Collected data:
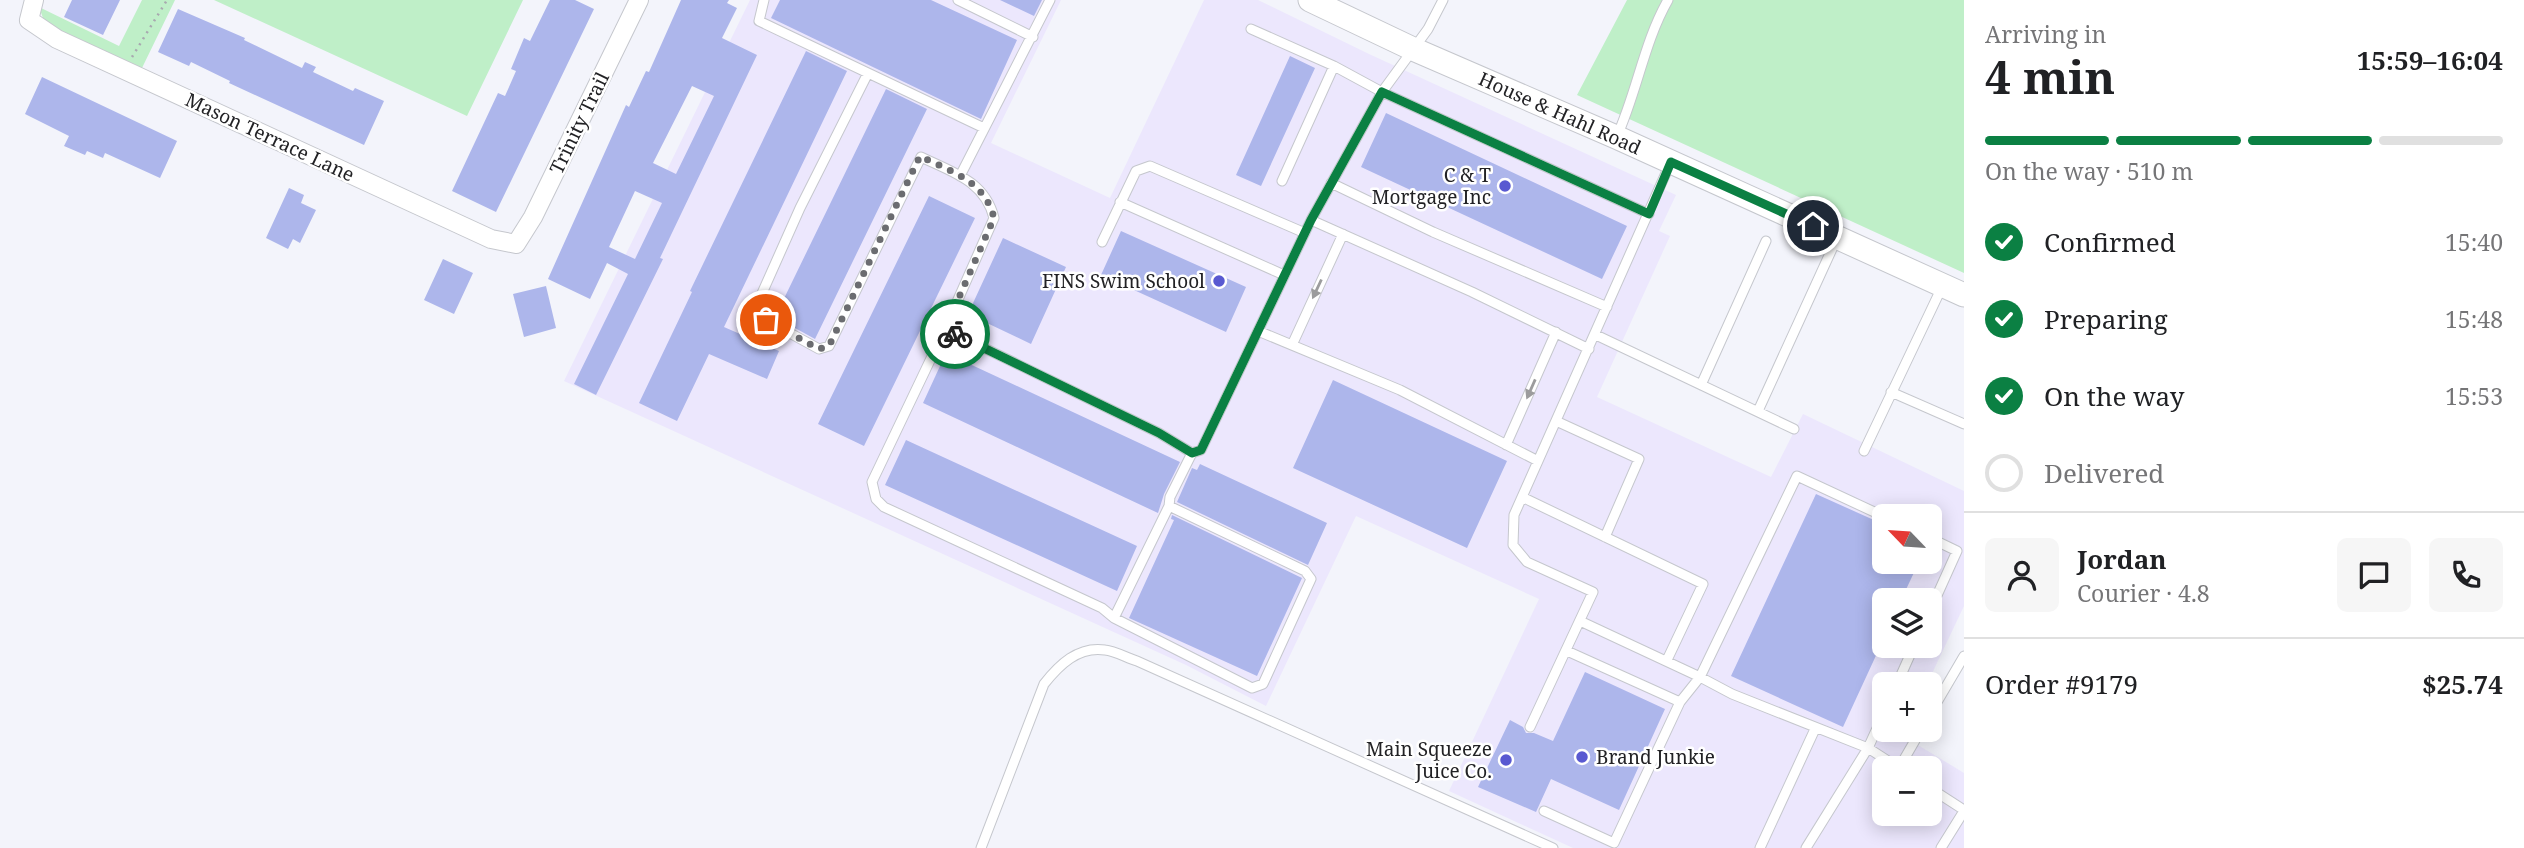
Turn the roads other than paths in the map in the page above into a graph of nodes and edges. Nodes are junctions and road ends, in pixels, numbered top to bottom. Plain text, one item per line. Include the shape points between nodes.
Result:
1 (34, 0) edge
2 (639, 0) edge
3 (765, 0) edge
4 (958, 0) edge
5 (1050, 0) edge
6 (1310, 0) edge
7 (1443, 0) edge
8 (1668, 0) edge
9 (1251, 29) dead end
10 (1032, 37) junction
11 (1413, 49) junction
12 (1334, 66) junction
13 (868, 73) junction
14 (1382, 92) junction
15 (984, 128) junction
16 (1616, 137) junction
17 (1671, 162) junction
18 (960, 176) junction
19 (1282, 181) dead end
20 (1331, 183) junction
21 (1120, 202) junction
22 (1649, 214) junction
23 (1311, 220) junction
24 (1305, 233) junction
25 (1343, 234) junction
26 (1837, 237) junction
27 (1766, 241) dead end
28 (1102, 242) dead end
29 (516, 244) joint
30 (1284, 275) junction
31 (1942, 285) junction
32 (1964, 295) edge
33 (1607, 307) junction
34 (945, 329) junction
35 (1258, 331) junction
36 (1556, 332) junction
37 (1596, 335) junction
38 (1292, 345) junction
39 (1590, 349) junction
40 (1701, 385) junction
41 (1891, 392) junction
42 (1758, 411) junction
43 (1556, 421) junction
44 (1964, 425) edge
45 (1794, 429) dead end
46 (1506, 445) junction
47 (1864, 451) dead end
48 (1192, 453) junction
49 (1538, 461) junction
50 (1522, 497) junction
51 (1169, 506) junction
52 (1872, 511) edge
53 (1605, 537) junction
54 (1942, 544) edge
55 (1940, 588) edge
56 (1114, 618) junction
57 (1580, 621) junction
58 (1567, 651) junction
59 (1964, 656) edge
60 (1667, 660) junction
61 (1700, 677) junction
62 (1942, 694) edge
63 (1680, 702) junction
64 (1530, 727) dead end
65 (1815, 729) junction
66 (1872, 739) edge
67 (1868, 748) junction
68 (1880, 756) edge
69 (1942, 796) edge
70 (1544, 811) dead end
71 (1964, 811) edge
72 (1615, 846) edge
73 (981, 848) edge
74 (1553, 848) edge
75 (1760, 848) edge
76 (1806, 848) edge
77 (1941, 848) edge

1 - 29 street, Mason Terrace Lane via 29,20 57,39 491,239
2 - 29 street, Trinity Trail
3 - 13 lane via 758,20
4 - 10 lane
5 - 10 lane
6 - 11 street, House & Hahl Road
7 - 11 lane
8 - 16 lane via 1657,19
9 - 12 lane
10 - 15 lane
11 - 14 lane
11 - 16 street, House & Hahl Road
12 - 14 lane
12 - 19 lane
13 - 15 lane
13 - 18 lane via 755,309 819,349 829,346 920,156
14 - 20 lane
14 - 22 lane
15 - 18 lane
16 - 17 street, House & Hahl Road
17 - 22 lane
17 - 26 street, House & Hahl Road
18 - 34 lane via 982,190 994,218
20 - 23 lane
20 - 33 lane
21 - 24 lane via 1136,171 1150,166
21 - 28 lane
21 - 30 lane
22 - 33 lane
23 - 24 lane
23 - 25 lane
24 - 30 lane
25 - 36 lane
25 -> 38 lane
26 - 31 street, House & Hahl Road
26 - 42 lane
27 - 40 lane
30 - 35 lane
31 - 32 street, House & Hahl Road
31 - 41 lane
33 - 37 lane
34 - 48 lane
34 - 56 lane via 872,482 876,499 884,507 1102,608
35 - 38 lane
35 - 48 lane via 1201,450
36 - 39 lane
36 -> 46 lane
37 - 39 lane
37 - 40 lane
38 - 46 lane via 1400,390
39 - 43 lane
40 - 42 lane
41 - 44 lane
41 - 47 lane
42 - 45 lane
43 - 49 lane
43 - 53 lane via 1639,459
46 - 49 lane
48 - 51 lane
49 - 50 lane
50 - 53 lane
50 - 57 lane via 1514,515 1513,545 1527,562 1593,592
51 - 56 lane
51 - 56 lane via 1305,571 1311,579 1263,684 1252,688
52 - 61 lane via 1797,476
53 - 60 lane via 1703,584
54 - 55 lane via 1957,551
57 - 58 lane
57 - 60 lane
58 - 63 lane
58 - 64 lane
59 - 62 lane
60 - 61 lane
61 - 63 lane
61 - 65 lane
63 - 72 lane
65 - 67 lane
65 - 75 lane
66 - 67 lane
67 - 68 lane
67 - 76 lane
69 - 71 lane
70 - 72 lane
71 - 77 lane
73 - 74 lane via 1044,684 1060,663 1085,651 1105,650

---

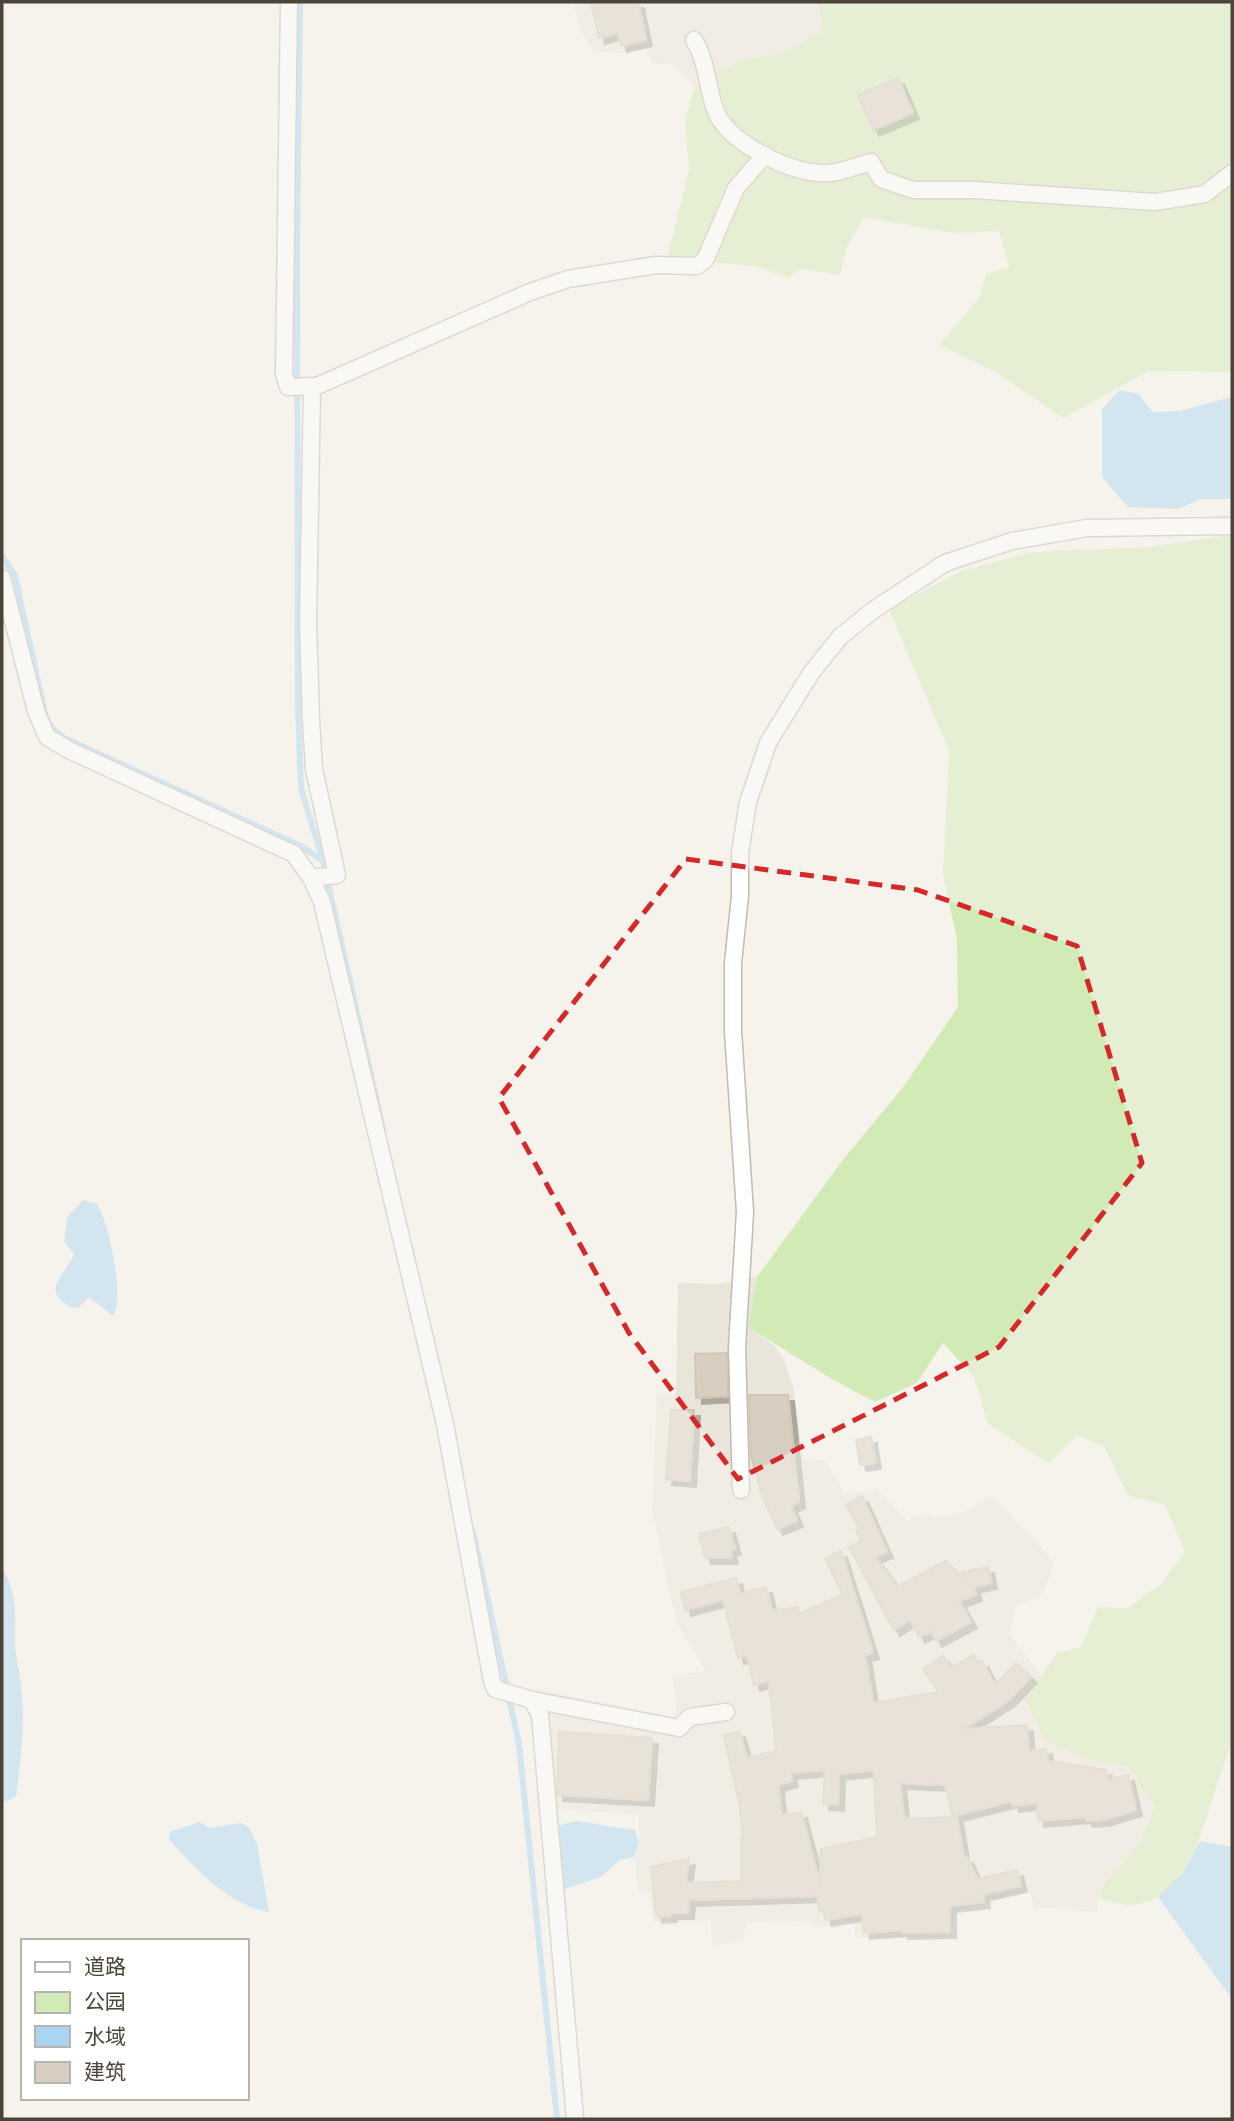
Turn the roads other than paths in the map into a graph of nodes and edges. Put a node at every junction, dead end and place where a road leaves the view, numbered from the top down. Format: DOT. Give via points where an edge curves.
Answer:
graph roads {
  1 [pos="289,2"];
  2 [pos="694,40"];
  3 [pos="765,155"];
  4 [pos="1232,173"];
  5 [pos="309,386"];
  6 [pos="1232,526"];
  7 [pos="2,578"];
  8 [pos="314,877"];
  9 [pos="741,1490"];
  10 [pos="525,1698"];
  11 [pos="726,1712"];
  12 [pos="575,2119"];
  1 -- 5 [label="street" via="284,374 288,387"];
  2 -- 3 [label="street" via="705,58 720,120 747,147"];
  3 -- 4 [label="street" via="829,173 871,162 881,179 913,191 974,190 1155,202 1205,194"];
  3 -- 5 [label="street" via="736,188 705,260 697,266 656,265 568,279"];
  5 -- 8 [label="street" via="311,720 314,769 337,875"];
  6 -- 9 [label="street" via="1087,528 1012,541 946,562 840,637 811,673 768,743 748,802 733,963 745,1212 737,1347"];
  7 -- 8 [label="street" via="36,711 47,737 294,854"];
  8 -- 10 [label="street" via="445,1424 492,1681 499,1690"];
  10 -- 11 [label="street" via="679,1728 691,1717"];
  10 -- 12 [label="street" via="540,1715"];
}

Instructions to follow: Among the entries, find each line that includes the string "into" and copy it.

Result for this task:
Turn the roads other than paths in the map in the page above into a graph of nodes and edges. Nodes are junctions and road ends, in pixels, numbered top to bottom. Plain text, one item per line. Include the shape points between nodes.
Turn the roads other than paths in the map into a graph of nodes and edges. Put a node at every junction, dead end and place where a road leaves the view, numbered from the top down. Format: DOT. Give via points where an edge curves.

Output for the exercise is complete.